I need assistance with setting up conditional formatting in Google Sheets. I’m looking to highlight a specific cell based on certain criteria being met in multiple rows.
Here’s what I’m working with: I have data in columns A, B, and C, and I want to highlight cell C1 under the following conditions:
The value in B1 exists elsewhere in column B (let’s refer to it as Bx)
The corresponding value in column A (let’s call it Ax) matches the value in A1
For instance, if B1 has “15:30” and A1 has “Project Alpha”, then I want cell C1 to be highlighted only if there’s another row where column B also shows “15:30” and column A contains “Project Alpha”.
Can I set this up using conditional formatting rules? What formula would help me check for these matching pairs across different rows?
yeah, that formula works but apply it to the right range. i had the same issue last week - forgot to exclude the header row and got weird results. if you’ve got empty cells, add another condition to filter them out: =AND(COUNTIFS(B:B,B1,A:A,A1)>1,B1<>"") so it won’t highlight blank B1 cells. saved me tons of headaches!
I’ve dealt with this exact problem before. The COUNTIFS solution works great, but don’t just apply it to C1 - you need to select the entire C column first. Then use =COUNTIFS($B:$B,$B1,$A:$A,$A1)>1 with those dollar signs for absolute referencing. Just heads up - the formula’s case-sensitive, so “Project Alpha” and “project alpha” won’t match. Found that out the hard way when my data had inconsistent capitalization.
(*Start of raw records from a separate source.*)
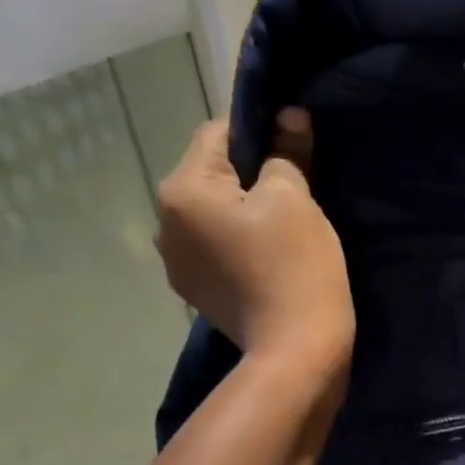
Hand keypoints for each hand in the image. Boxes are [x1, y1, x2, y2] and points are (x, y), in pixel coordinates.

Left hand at [155, 109, 354, 383]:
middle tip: (300, 194)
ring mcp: (177, 261)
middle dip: (252, 176)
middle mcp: (164, 222)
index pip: (216, 135)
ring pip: (215, 214)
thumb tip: (289, 116)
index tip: (296, 148)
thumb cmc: (296, 265)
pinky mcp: (197, 290)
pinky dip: (242, 243)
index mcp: (182, 191)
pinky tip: (271, 260)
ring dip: (245, 211)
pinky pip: (218, 247)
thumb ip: (287, 154)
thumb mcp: (296, 200)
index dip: (260, 132)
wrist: (296, 349)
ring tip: (286, 231)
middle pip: (212, 176)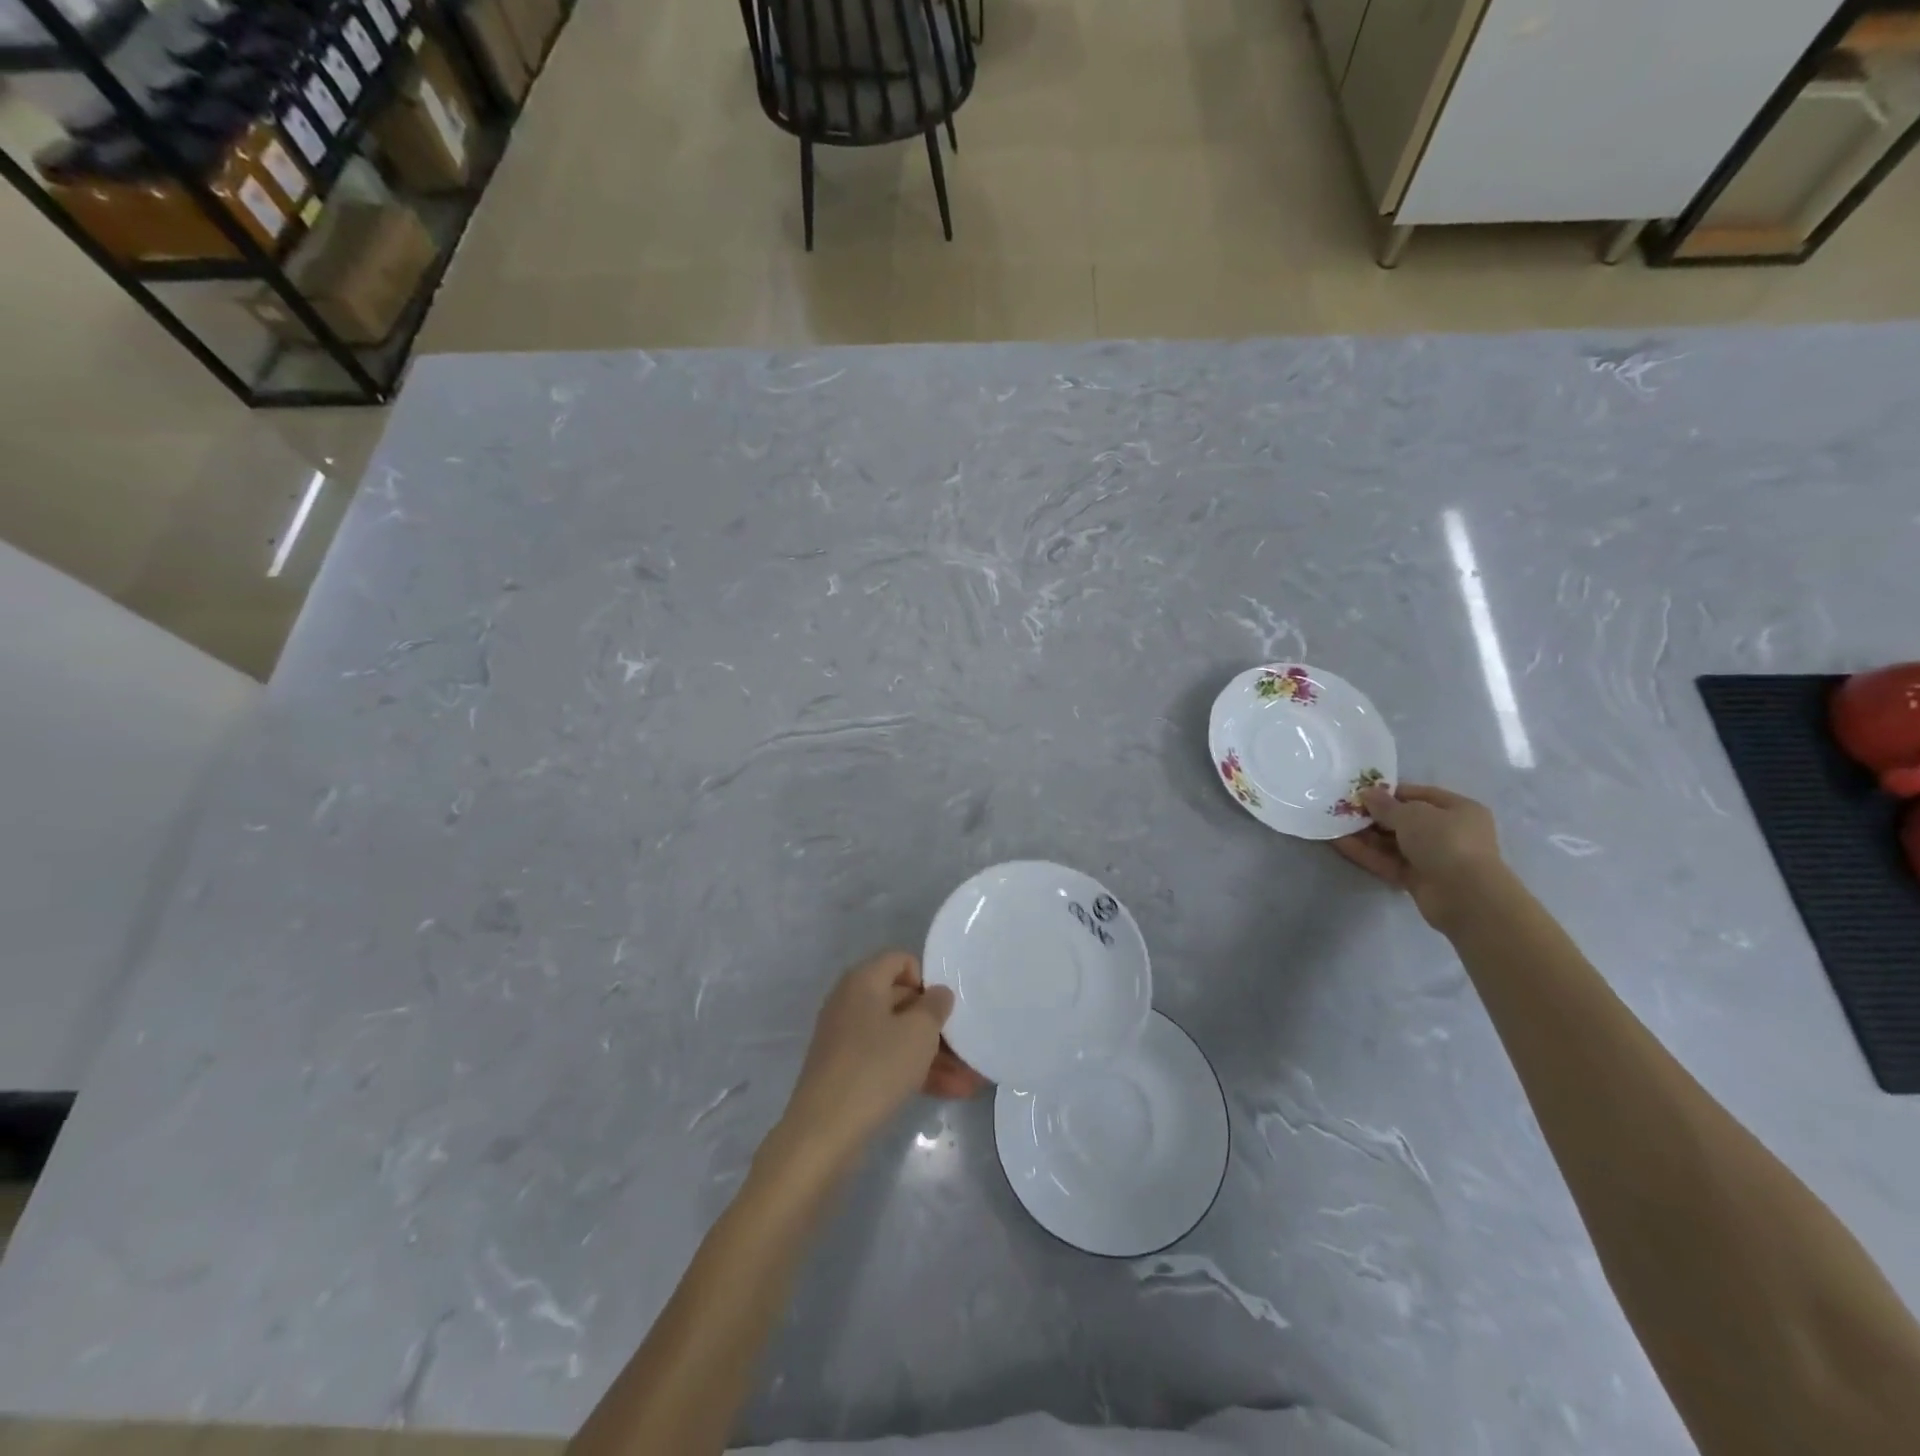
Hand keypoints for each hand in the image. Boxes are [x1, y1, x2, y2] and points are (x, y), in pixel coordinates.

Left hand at [780, 951, 984, 1163]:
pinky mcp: (846, 1070)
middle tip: (967, 1046)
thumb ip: (935, 1006)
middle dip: (937, 1025)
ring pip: (898, 1036)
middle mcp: (851, 1002)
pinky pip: (887, 1060)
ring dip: (933, 1055)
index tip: (945, 1008)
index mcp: (863, 980)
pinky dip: (915, 1071)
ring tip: (970, 1079)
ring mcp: (846, 1038)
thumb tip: (938, 993)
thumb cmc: (876, 1067)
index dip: (927, 979)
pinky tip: (950, 1092)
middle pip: (902, 1000)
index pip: (901, 960)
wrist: (824, 1130)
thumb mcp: (918, 1032)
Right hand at [1332, 782, 1507, 929]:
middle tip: (1341, 809)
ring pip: (1393, 843)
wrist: (1465, 896)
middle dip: (1373, 815)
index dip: (1389, 793)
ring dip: (1364, 835)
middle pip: (1404, 820)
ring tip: (1333, 825)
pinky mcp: (1418, 879)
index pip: (1419, 795)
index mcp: (1458, 810)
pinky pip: (1388, 862)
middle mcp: (1448, 832)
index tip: (1360, 792)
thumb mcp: (1412, 815)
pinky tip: (1339, 843)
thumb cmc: (1445, 841)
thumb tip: (1366, 794)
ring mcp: (1433, 858)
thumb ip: (1385, 805)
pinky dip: (1366, 853)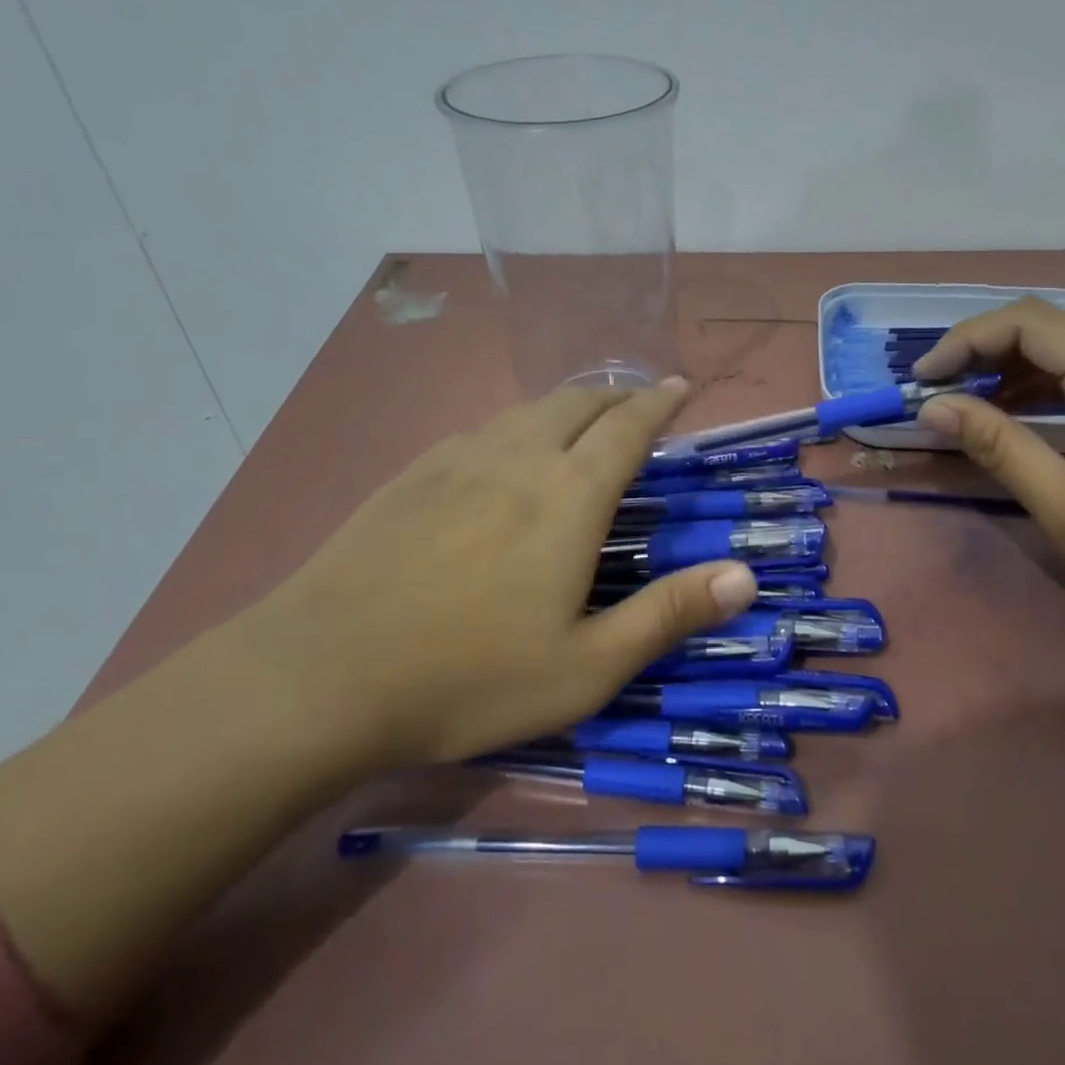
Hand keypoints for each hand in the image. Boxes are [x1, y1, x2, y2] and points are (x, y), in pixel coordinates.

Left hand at [244, 380, 756, 766]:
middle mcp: (517, 459)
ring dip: (565, 407)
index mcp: (568, 497)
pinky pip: (480, 431)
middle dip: (615, 395)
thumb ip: (669, 615)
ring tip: (581, 423)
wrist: (318, 676)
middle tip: (637, 405)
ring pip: (525, 411)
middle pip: (576, 402)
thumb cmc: (468, 678)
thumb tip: (746, 576)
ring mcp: (456, 461)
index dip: (658, 402)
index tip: (679, 385)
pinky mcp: (409, 477)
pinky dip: (514, 427)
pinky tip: (503, 455)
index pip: (627, 428)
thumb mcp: (587, 668)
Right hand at [913, 298, 1064, 616]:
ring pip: (1063, 348)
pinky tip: (1011, 415)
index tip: (923, 379)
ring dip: (1007, 369)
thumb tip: (934, 407)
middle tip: (935, 391)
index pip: (1027, 322)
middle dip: (980, 351)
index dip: (965, 340)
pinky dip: (1039, 387)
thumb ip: (997, 446)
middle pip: (1044, 327)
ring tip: (962, 404)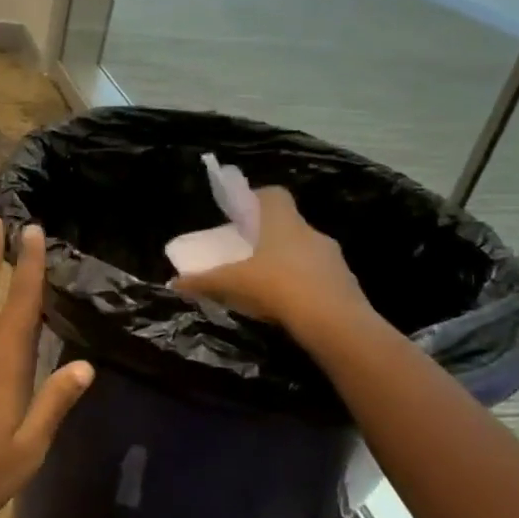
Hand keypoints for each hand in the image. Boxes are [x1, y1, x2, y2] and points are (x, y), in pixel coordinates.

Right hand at [172, 187, 373, 339]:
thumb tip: (174, 283)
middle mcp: (310, 233)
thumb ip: (204, 281)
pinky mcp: (344, 283)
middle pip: (287, 225)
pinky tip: (287, 304)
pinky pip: (317, 275)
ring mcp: (331, 257)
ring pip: (303, 251)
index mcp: (283, 223)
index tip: (240, 215)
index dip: (256, 199)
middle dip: (267, 237)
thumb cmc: (278, 287)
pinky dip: (302, 284)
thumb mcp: (233, 284)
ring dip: (285, 262)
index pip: (273, 195)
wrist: (335, 322)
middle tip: (245, 253)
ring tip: (265, 282)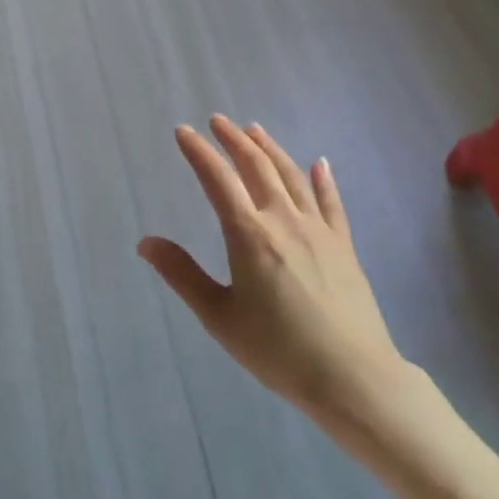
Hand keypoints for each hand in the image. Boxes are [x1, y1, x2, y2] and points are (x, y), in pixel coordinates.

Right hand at [140, 117, 407, 426]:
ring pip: (291, 175)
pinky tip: (320, 163)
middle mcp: (283, 220)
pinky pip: (331, 202)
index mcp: (249, 235)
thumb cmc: (278, 351)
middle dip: (234, 140)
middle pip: (256, 166)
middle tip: (218, 121)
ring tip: (255, 129)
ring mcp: (318, 230)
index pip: (218, 180)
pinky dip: (323, 179)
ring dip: (271, 148)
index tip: (183, 131)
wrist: (353, 378)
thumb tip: (146, 242)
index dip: (199, 152)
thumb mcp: (219, 317)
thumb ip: (183, 275)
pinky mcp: (344, 245)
This happens all the time with scheduling or project data. Here’s a simple fix using conditional formatting with COUNTIFS to check both conditions at once. Go to Format > Conditional formatting, pick your cell (C1), and choose “Custom formula is”. Then enter: =COUNTIFS(B:B,B1,A:A,A1)>1. This counts rows where column B matches B1 AND column A matches A1. If it finds more than one match, you’ve got duplicates and the formatting kicks in. I’ve used this tons of times to catch double-booked appointments in scheduling sheets. Just watch out for blank cells - they can mess up your counts.